Was ich an dir liebe, Schwester

Sprechen wir von der Liebe, ist meist die partnerschaftliche Liebe gemeint. Dabei gibt es noch so viele weitere Formen der Liebe, etwa die Geschwisterliebe! Leon Reinhardts hat uns einen ergreifenden Text an seine Schwester zukommen lassen, der auf ewig ein Platz in seinem Herzen gehören wird

Liebe Schwester,

als Kinder waren wir unzertrennlich. Haben uns gehasst und gestritten. Haben uns wieder vertragen. Haben wir Geheimnisse geteilt und zusammen Schabernack getrieben.

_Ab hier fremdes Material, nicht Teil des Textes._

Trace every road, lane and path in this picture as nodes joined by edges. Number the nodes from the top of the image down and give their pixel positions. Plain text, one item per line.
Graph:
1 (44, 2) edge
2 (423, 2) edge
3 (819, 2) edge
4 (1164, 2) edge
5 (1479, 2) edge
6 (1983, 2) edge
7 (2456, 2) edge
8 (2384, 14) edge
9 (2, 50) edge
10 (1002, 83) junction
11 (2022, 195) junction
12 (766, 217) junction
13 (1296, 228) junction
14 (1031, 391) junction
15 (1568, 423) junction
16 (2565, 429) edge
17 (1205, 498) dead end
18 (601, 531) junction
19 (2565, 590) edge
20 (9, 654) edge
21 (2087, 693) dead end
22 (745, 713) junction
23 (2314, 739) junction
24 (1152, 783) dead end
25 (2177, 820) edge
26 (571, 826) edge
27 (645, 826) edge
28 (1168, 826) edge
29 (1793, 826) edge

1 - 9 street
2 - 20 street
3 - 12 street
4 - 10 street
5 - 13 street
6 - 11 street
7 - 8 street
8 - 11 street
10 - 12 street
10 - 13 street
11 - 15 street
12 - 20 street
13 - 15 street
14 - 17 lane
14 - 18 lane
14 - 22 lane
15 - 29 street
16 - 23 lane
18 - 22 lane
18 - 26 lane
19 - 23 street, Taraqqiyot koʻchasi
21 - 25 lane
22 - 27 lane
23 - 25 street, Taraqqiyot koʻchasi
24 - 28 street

Und dann wurden wir erwachsen. Erst zog ich an einen anderen Ort, und du hast geweint. Später verließt auch du unsere Heimat und gingst für die Liebe in eine andere Stadt. Von da an haben wir uns nur noch selten gesehen.

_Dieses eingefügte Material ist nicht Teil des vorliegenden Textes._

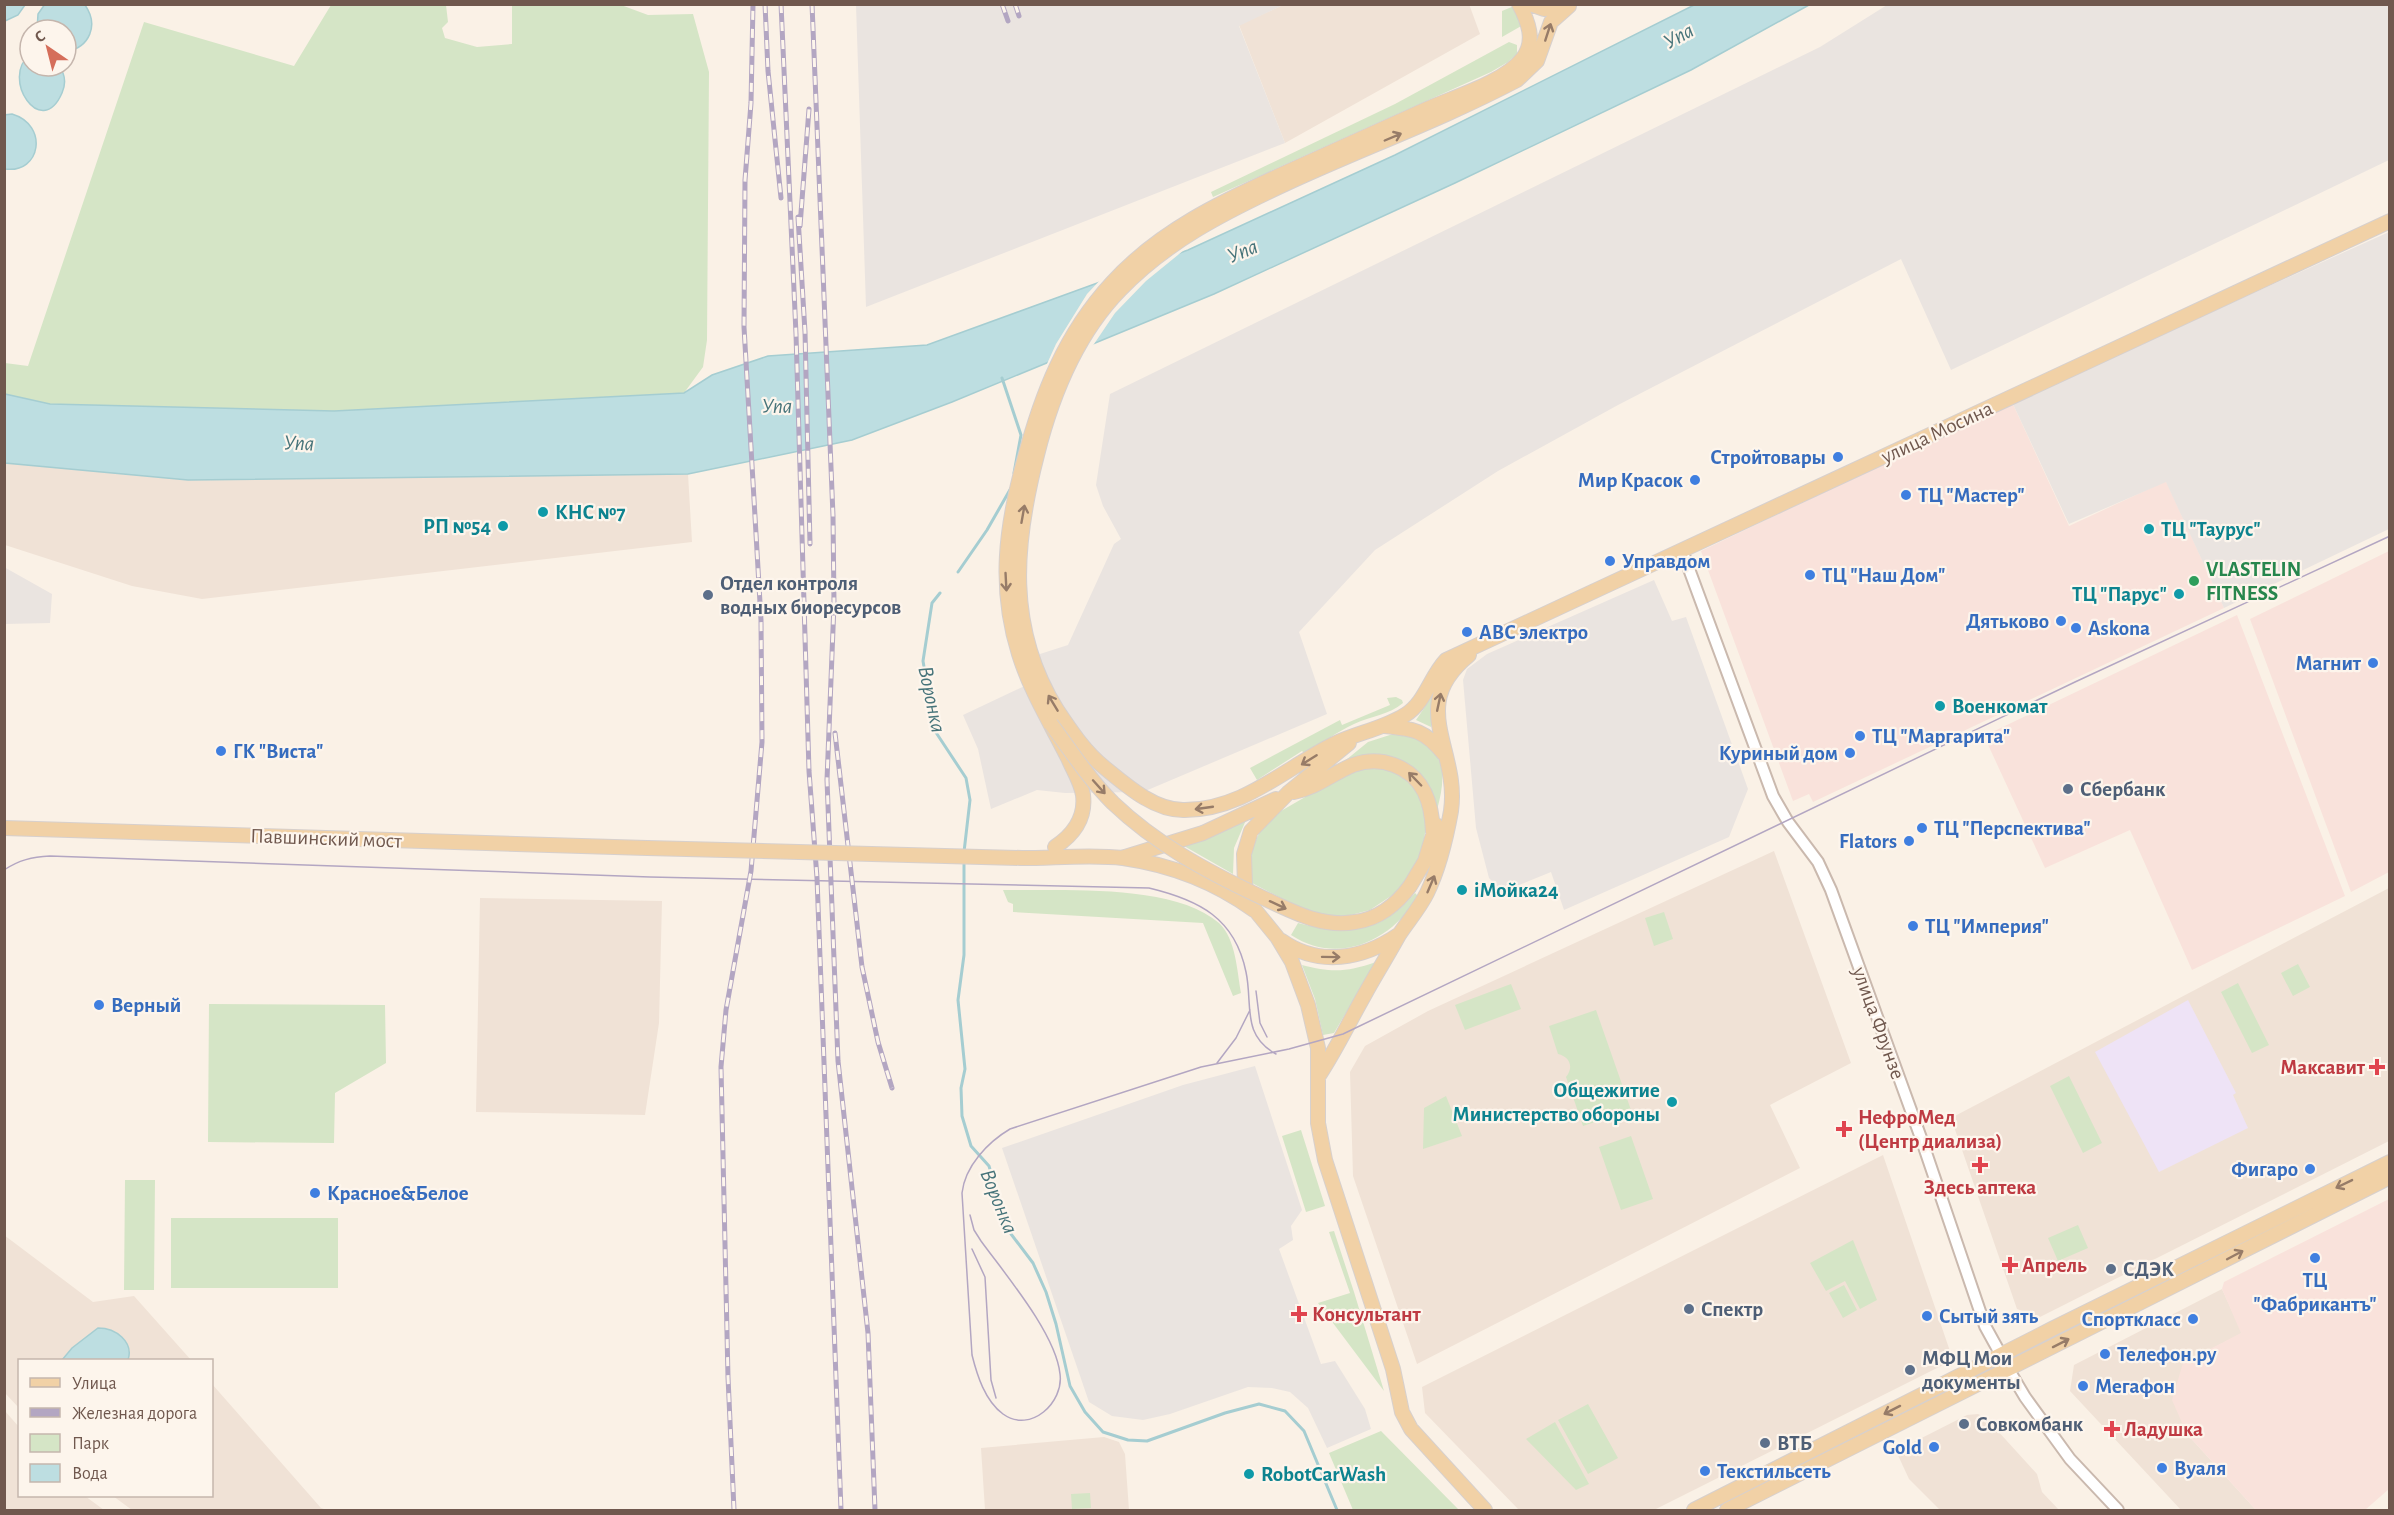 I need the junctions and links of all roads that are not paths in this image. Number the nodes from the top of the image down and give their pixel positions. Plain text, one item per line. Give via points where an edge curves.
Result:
1 (1519, 4) edge
2 (1530, 4) edge
3 (1570, 5) edge
4 (1241, 199) junction
5 (2390, 221) edge
6 (1682, 550) junction
7 (1484, 643) junction
8 (1051, 724) junction
9 (1381, 726) junction
10 (1361, 734) junction
11 (1444, 754) junction
12 (1451, 784) junction
13 (1288, 793) junction
14 (4, 828) edge
15 (1433, 832) junction
16 (1055, 847) joint
17 (1022, 858) junction
18 (1122, 858) junction
19 (1255, 910) junction
20 (1400, 934) junction
21 (1277, 938) junction
22 (1341, 1038) junction
23 (1317, 1045) junction
24 (1318, 1077) junction
25 (2390, 1162) edge
26 (2390, 1176) edge
27 (2001, 1355) junction
28 (2009, 1370) junction
29 (1485, 1510) edge
30 (1694, 1510) edge
31 (1727, 1510) edge
32 (2118, 1510) edge

1 - 4 main road via 1530,27 1529,45 1525,55 1506,72
2 - 3 main road via 1544,9
4 -> 3 main road via 1517,80 1537,62 1551,22
4 -> 8 main road via 1187,222 1113,281 1072,336 1035,417 1015,495 1005,561 1006,587 1019,655
10 -> 4 main road via 1333,745 1259,789 1212,807 1181,810 1155,802 1091,757 1070,729 1042,681 1024,627 1018,576 1023,517 1045,421 1071,361 1118,292 1151,261
5 - 6 main road, улица Мосина
6 - 7 main road, улица Мосина
6 - 27 street, улица Фрунзе via 1773,796 1818,862 1831,890 1985,1326
7 - 9 main road via 1446,660 1417,704
11 -> 7 main road via 1437,719 1443,688 1456,667
8 -> 15 main road, bridge via 1095,784 1151,836 1205,869 1306,918 1335,923 1362,920 1391,906 1410,886 1425,861
8 - 16 main road, bridge via 1080,784 1083,800 1077,827
9 - 10 main road
9 - 11 main road via 1425,734
10 - 13 main road
11 - 12 main road
12 - 15 main road
20 -> 12 main road via 1435,873 1452,801
15 -> 13 main road via 1431,807 1422,785 1411,773 1389,763 1361,762 1306,790
13 - 18 main road via 1203,833
13 - 19 main road via 1261,818 1247,840 1243,872
14 - 17 main road, Павшинский мост, bridge
16 - 17 street
17 - 18 main road, Павшинский мост
18 - 19 main road via 1196,875
19 - 21 main road
21 -> 20 main road via 1309,954 1348,957 1370,951
20 - 22 main road
21 - 23 main road via 1293,962
22 - 23 main road
22 - 24 main road
23 - 24 main road
24 - 29 main road via 1318,1123 1325,1160 1393,1370 1402,1412 1411,1429
25 -> 27 main road
28 -> 26 main road
27 - 28 main road, улица Фрунзе
27 -> 30 main road
28 - 31 main road
28 - 32 street, улица Фрунзе via 2070,1459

Aber jedes Mal, wenn ich deine Stimme am Telefon höre, stehe ich wieder im Garten unseres Elternhauses und du trägst im Sommer Blumen im Haar, und im Winter wirfst du einen Schneeball nach mir. Sofort ist sie wieder da, meine Kindheit, unsere Geschwisterzeit.

Das Leben ist schnelllebig, alles im Fluss. Alles wird durchgetauscht. Beziehungen und Jobs. Erwartungen und Träume. Alles zieht an mir vorbei. Ich stehe im Strom und bin nicht mehr der, der ich einst war.

Aber wenn wir uns gelegentlich wiedersehen, ist alles wie früher. Auch wenn du jetzt eine erwachsene, verheiratete Frau bist. Auch wenn du zwei Kinder hast und mich dadurch zum Onkel gemacht hast. Auch wenn wir keine Kinder mehr sind. Du bleibst ewig meine Schwester.

Ich bin noch nicht alt, aber auch nicht mehr jung. Ich habe schon einiges erlebt. Ich habe miterlebt, wie sich Beziehungen auflösen, von denen ich dachte, sie seien für ein ganzes Leben gemacht. Ich habe Täler durchschritten, zwischen Hügeln und Bergen. Leider sind auch geliebte Menschen aus dem Leben geschieden.

Aber du bist noch da und wirst es bis zu meinem letzten Atemzug sein. Denn du hast ohne Anstrengung den Weg in mein Herz gefunden, Schwester.

Manchmal, Schwester, nervst du mich gewaltig. Manchmal kann ich dich nicht verstehen. Manchmal wundert es mich sogar, dass wir miteinander verwandt sind. Manchmal bist du mir so fremd, tust du Dinge, die ich nicht getan hätte, die ich persönlich nicht gutheiße. Und ich weiß, andersherum ist es wohl genauso.

Trotzdem bist du meine Schwester. Das ist mit uns ist besonders. Über uns beiden könnte ein Orkan hinwegziehen, der die meisten Beziehungen auf diesem Planeten mit sich fortreißen würde. An unserer Verbindung würde er in die Knie gehen und sich in Luft auflösen. Unsere Geschwisterliebe ist dagegen geimpft. Vielleicht durch unsere gemeinsame Vergangenheit. Aber vielleicht auch durch etwas Magie.

Auch das ist eine Form der Liebe. Geschwisterliebe. Ein Gefühl, vielleicht sogar etwas Größeres als ein Gefühl. Ich finde, sie wird viel zu selten angesprochen, sie wird nicht ausreichend gewürdigt. Wir könnten ihr mehr Raum geben. Noch mehr Mut haben, sie auszusprechen. Das hast du mich gelehrt, Schwesterherz.

Manchmal sitzen wir in unserer alten Heimat zusammen auf dem Sofa, trinken Wein und schauen schweigsam ins Kaminfeuer. Oder wir schauen uns an, lächeln. Und damit ist alles gesagt. Da ist stille Liebe in der Luft, Liebe, dicker als Wasser. Liebe, die keine Worte braucht, und sich doch über Worte freut.

All diese Worte sind nur für dich, meine geliebte Schwester.